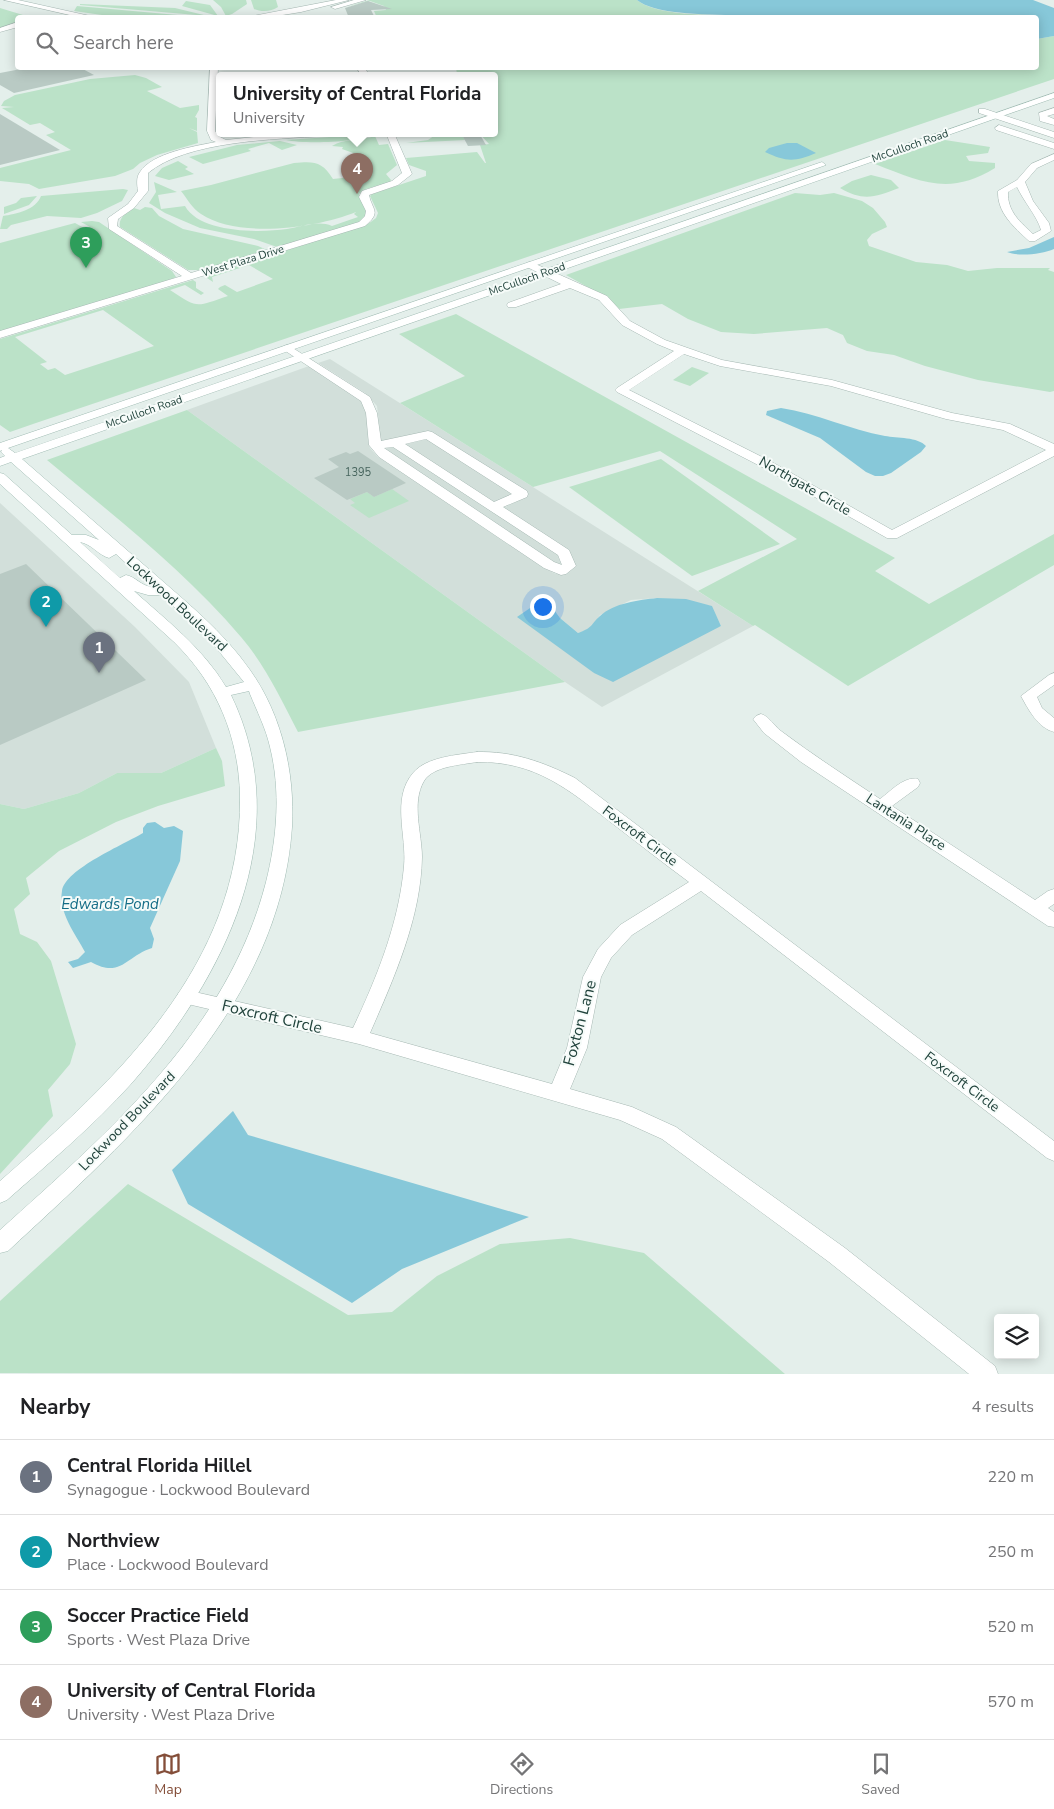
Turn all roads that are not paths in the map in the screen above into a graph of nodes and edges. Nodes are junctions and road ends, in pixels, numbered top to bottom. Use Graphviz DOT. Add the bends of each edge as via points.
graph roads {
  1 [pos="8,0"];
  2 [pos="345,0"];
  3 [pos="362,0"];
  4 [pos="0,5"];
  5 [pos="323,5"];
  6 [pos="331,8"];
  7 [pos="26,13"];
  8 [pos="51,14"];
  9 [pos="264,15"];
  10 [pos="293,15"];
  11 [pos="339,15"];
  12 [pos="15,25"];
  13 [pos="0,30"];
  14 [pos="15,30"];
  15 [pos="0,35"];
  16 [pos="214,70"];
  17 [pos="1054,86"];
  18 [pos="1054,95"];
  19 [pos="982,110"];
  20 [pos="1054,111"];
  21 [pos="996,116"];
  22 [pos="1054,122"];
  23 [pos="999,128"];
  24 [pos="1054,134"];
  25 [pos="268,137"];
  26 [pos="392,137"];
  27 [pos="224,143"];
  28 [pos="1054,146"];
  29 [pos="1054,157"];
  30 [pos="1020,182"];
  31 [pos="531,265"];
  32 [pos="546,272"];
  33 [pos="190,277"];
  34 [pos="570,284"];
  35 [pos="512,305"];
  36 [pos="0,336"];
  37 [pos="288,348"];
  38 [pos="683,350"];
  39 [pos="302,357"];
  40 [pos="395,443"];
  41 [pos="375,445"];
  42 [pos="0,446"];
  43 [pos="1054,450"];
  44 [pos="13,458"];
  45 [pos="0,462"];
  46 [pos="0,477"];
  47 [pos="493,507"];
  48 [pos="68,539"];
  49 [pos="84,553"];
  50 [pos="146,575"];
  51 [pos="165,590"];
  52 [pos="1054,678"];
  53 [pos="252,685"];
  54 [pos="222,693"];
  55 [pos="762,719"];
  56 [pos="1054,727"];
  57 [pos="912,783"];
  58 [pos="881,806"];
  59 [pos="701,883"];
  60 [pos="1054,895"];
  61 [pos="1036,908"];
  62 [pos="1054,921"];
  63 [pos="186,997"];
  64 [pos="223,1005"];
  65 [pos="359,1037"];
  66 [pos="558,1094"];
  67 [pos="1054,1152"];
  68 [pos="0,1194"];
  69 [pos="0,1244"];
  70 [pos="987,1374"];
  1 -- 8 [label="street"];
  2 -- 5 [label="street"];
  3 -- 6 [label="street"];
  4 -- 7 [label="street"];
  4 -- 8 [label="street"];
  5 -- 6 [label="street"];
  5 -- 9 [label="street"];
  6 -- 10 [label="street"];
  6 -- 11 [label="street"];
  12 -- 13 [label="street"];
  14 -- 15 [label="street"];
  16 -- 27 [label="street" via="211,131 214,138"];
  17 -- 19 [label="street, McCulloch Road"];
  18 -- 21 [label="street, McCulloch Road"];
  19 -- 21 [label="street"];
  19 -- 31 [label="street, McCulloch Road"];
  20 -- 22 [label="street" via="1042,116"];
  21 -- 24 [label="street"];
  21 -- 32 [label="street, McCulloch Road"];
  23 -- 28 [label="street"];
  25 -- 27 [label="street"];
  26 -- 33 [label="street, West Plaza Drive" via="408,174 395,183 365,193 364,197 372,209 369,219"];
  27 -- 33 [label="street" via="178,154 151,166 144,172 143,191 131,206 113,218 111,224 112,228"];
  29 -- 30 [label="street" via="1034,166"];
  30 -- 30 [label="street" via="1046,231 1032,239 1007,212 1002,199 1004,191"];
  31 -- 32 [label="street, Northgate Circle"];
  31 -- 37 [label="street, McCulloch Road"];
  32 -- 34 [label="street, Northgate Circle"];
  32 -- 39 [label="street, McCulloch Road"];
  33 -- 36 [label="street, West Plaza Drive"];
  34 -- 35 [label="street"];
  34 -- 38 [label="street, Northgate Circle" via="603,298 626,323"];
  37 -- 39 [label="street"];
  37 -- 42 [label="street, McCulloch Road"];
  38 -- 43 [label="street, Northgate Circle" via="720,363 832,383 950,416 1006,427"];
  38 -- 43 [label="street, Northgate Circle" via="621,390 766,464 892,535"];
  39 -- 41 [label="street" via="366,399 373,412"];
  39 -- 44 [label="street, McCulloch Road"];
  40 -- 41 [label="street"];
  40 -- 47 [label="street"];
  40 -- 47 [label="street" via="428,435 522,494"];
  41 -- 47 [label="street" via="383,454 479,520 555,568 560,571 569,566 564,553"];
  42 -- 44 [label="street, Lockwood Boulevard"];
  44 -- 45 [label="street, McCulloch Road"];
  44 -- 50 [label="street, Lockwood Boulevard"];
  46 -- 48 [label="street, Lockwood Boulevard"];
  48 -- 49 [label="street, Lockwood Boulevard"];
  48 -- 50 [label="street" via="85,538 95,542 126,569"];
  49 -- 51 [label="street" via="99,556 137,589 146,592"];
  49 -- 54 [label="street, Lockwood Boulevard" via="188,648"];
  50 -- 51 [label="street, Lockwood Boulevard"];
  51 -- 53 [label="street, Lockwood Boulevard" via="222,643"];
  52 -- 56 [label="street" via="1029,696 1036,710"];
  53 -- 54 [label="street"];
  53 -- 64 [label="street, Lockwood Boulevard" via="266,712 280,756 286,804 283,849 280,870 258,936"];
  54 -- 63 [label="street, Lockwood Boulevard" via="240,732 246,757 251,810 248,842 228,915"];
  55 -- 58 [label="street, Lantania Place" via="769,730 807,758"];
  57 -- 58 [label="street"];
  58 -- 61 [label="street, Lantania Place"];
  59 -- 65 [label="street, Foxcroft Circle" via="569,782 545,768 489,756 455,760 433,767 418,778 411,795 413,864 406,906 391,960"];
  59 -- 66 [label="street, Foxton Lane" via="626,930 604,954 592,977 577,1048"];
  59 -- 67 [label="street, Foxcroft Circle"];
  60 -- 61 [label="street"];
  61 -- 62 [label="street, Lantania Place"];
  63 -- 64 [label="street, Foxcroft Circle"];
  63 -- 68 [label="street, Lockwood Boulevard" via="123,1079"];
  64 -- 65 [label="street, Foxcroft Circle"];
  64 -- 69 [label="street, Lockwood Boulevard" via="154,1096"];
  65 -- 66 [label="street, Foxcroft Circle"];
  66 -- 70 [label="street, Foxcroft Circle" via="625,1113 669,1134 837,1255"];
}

**EXERCISE PROMPT**
The string "Lockwood" shows up in some lines of the listing. Copy each such line.

**YOUR RESPONSE**
  42 -- 44 [label="street, Lockwood Boulevard"];
  44 -- 50 [label="street, Lockwood Boulevard"];
  46 -- 48 [label="street, Lockwood Boulevard"];
  48 -- 49 [label="street, Lockwood Boulevard"];
  49 -- 54 [label="street, Lockwood Boulevard" via="188,648"];
  50 -- 51 [label="street, Lockwood Boulevard"];
  51 -- 53 [label="street, Lockwood Boulevard" via="222,643"];
  53 -- 64 [label="street, Lockwood Boulevard" via="266,712 280,756 286,804 283,849 280,870 258,936"];
  54 -- 63 [label="street, Lockwood Boulevard" via="240,732 246,757 251,810 248,842 228,915"];
  63 -- 68 [label="street, Lockwood Boulevard" via="123,1079"];
  64 -- 69 [label="street, Lockwood Boulevard" via="154,1096"];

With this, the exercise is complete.